Rita cuenta que está muy sorprendida con un chico que llegó hace apenas unas semanas de Mauritania. Tiene 11 años y asegura que va a ser médico. Se la pasa todo el día leyendo y buscando información sobre el cuerpo humano en unas enciclopedias. Y está el caso de otro chico que llegó al sistema desde Mali cuando tenía 15 años y que hoy es abogado y representa a los que piden el permiso de residencia o se niegan a aceptar la extradición. Y hasta profesionales como un marroquí médico que arribó en una patera y se convirtió en el encargado de la enfermería del centro de detención al que lo mandaron. La Policía lo ayudó a conseguir un permiso de residencia, dio las equivalencias y cuatro años más tarde estaba ejerciendo la medicina en un pequeño pueblo cercano al puerto de Los Cristianos donde viven muchos de los inmigrantes subsaharianos que trabajan en la industria del turismo.

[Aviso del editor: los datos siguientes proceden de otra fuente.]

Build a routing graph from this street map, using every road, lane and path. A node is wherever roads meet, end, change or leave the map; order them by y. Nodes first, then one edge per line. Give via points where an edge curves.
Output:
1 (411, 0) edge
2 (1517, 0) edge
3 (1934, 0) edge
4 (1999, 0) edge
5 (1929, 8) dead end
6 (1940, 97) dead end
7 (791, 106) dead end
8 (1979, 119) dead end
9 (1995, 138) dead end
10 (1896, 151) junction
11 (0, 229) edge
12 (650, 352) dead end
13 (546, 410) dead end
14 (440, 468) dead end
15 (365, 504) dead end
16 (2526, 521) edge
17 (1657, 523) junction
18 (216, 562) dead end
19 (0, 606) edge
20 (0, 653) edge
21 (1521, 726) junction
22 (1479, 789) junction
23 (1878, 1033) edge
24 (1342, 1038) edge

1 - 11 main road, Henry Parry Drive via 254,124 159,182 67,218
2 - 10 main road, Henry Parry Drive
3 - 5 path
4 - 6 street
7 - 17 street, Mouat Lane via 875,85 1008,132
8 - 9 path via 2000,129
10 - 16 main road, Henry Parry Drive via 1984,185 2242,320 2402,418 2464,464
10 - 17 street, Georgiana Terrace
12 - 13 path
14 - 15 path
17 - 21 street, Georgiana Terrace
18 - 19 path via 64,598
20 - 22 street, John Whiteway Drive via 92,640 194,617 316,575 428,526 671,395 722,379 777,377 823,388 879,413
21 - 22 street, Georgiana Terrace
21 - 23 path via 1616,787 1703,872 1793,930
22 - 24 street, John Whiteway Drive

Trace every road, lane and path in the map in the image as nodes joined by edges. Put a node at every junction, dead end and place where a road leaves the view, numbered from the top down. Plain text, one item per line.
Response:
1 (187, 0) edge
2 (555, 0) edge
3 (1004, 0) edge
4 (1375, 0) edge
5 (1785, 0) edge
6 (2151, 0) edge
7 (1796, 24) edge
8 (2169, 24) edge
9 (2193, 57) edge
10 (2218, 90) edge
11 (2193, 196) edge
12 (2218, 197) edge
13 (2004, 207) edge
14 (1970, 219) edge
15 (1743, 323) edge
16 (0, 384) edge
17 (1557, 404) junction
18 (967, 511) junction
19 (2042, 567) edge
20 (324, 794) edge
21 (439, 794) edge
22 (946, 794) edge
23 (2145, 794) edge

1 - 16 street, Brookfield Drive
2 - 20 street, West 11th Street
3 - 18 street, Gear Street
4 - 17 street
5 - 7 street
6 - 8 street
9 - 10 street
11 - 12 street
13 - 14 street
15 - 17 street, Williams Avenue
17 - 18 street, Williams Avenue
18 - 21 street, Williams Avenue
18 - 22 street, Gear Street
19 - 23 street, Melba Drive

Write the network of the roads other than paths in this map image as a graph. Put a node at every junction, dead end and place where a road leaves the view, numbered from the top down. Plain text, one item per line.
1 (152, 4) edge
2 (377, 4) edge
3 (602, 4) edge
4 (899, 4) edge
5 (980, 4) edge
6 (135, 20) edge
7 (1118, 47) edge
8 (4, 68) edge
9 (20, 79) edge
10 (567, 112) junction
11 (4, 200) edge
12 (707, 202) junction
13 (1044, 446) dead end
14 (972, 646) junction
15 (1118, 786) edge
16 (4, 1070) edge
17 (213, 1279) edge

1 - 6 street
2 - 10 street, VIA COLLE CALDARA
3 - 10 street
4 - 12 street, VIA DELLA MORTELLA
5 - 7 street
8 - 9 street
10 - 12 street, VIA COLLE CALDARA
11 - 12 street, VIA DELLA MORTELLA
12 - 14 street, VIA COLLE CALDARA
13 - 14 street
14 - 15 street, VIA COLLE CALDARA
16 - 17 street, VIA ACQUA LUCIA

Salgo de Icod de los Vinos con cierta esperanza. Entiendo que el sistema de acogida de los inmigrantes menores de edad es absurdo pero al mismo tiempo veo que tratan bien a los niños. Por ahora no hay denuncias de maltratos y lo que dejan ver a los periodistas denota cuidado y esmero. Pero cuando regreso a la casa de Cáritas en la Cuesta Piedra me encuentro una vez más con la incongruencia de esta Europa Blindada. Musta Hafiz acaba de regresar de su trabajo. Desde hace seis meses es aprendiz del taller de artes gráficas de la iglesia católica acá en Santa Cruz. El propio director Ruiz del Castillo dice que recibió muy buenas referencias del trabajo de Musta, que lo consideran allí como el mejor trabajador ya que logró aprender varios oficios al mismo tiempo, desde el de grabador hasta el de retocador. Pero no le pueden dar un contrato de trabajo. Necesitan que se lo otorgue alguna empresa externa. Y aún no encuentran al empresario que quiera comprometerse. «No tiene que hacer nada. Sólo firmar algunos papeles. Yo no le voy a ir a pedir nada. Me quedo trabajando en el taller de Cáritas y después busco con tranquilidad. Le voy a estar agradecido porque me ayudó y nunca lo voy a perjudicar. Pero aún no aparece ningún empresario que quiera hacerlo.¿Qué pretenden que haga ahora, que me vuelva a Marruecos? Si yo ya ni me acuerdo de la cara de mi madre», dice Musta tragando saliva para no llorar.